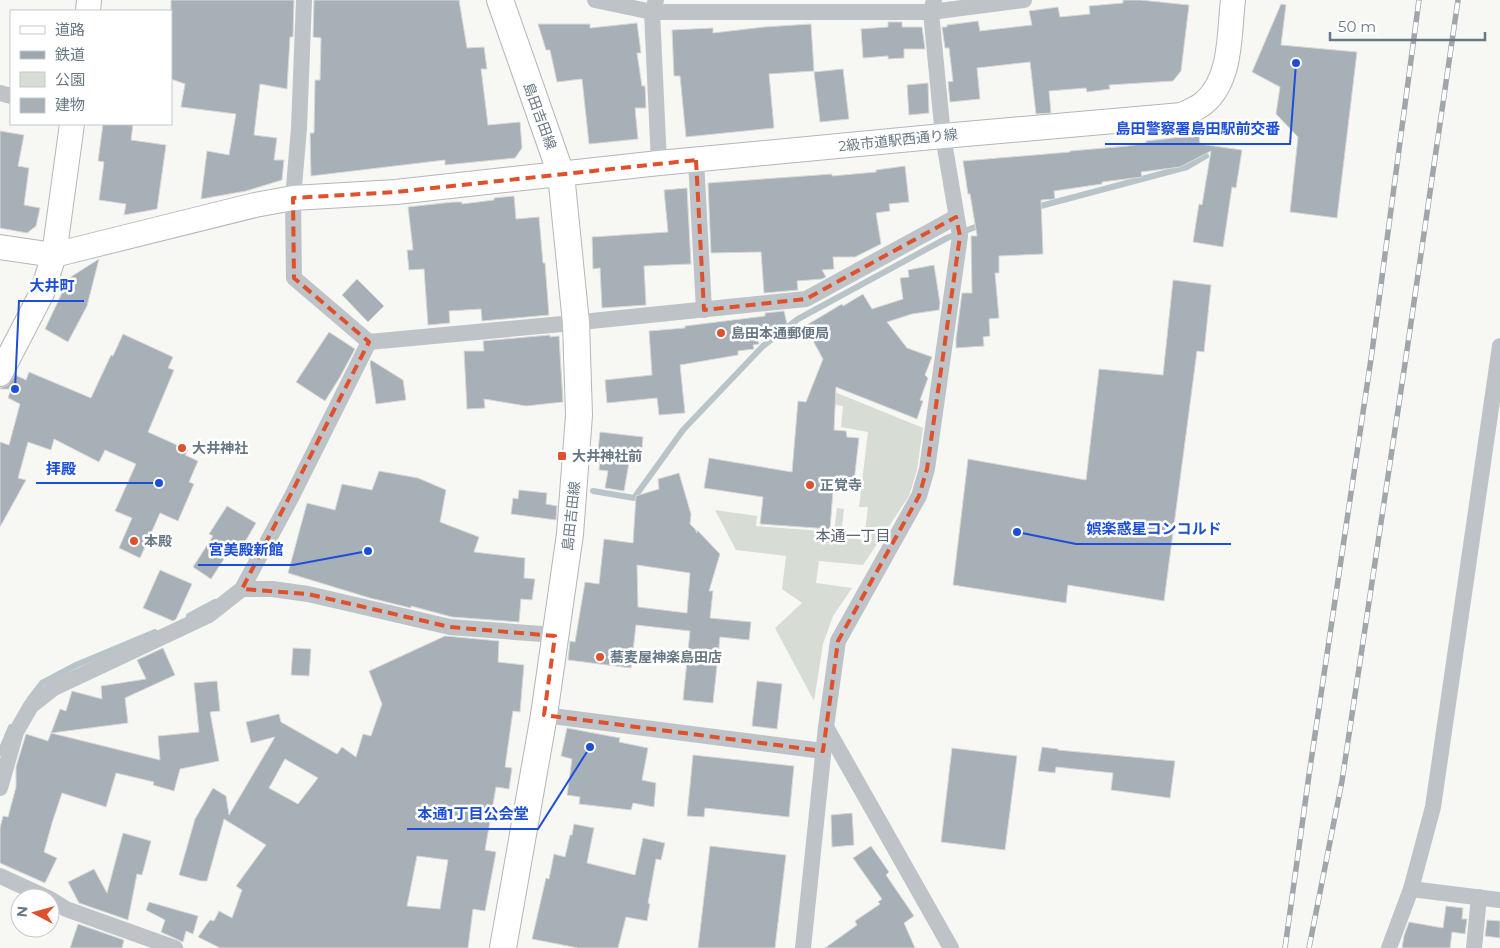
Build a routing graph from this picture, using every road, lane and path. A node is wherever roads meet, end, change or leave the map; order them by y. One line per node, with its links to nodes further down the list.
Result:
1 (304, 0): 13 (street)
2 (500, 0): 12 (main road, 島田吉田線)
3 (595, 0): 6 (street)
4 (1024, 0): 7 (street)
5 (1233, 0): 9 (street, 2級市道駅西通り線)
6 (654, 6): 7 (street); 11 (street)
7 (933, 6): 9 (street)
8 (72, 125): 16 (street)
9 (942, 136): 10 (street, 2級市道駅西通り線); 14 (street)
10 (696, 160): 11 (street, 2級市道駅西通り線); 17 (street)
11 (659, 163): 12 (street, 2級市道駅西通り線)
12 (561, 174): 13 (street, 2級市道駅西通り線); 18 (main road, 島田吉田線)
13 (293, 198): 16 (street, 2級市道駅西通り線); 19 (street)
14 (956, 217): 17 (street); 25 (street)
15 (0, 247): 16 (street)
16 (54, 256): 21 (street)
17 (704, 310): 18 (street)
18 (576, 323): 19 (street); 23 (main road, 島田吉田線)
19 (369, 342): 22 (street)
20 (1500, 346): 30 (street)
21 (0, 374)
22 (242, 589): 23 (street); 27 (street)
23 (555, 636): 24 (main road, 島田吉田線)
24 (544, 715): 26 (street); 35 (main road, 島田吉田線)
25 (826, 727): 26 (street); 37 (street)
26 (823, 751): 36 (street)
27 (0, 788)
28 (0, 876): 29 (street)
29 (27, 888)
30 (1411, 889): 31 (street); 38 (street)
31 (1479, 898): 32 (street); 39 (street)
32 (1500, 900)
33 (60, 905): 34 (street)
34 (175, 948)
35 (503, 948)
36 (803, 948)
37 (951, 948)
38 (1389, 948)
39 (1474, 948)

#####

WHAT YOU WILL DO. Repeat the records exactly but leave out the images.

RESULT FOR THIS EXERCISE.
Build a routing graph from this picture, using every road, lane and path. A node is wherever roads meet, end, change or leave the map; order them by y. One line per node, with its links to nodes further down the list.
Result:
1 (304, 0): 13 (street)
2 (500, 0): 12 (main road, 島田吉田線)
3 (595, 0): 6 (street)
4 (1024, 0): 7 (street)
5 (1233, 0): 9 (street, 2級市道駅西通り線)
6 (654, 6): 7 (street); 11 (street)
7 (933, 6): 9 (street)
8 (72, 125): 16 (street)
9 (942, 136): 10 (street, 2級市道駅西通り線); 14 (street)
10 (696, 160): 11 (street, 2級市道駅西通り線); 17 (street)
11 (659, 163): 12 (street, 2級市道駅西通り線)
12 (561, 174): 13 (street, 2級市道駅西通り線); 18 (main road, 島田吉田線)
13 (293, 198): 16 (street, 2級市道駅西通り線); 19 (street)
14 (956, 217): 17 (street); 25 (street)
15 (0, 247): 16 (street)
16 (54, 256): 21 (street)
17 (704, 310): 18 (street)
18 (576, 323): 19 (street); 23 (main road, 島田吉田線)
19 (369, 342): 22 (street)
20 (1500, 346): 30 (street)
21 (0, 374)
22 (242, 589): 23 (street); 27 (street)
23 (555, 636): 24 (main road, 島田吉田線)
24 (544, 715): 26 (street); 35 (main road, 島田吉田線)
25 (826, 727): 26 (street); 37 (street)
26 (823, 751): 36 (street)
27 (0, 788)
28 (0, 876): 29 (street)
29 (27, 888)
30 (1411, 889): 31 (street); 38 (street)
31 (1479, 898): 32 (street); 39 (street)
32 (1500, 900)
33 (60, 905): 34 (street)
34 (175, 948)
35 (503, 948)
36 (803, 948)
37 (951, 948)
38 (1389, 948)
39 (1474, 948)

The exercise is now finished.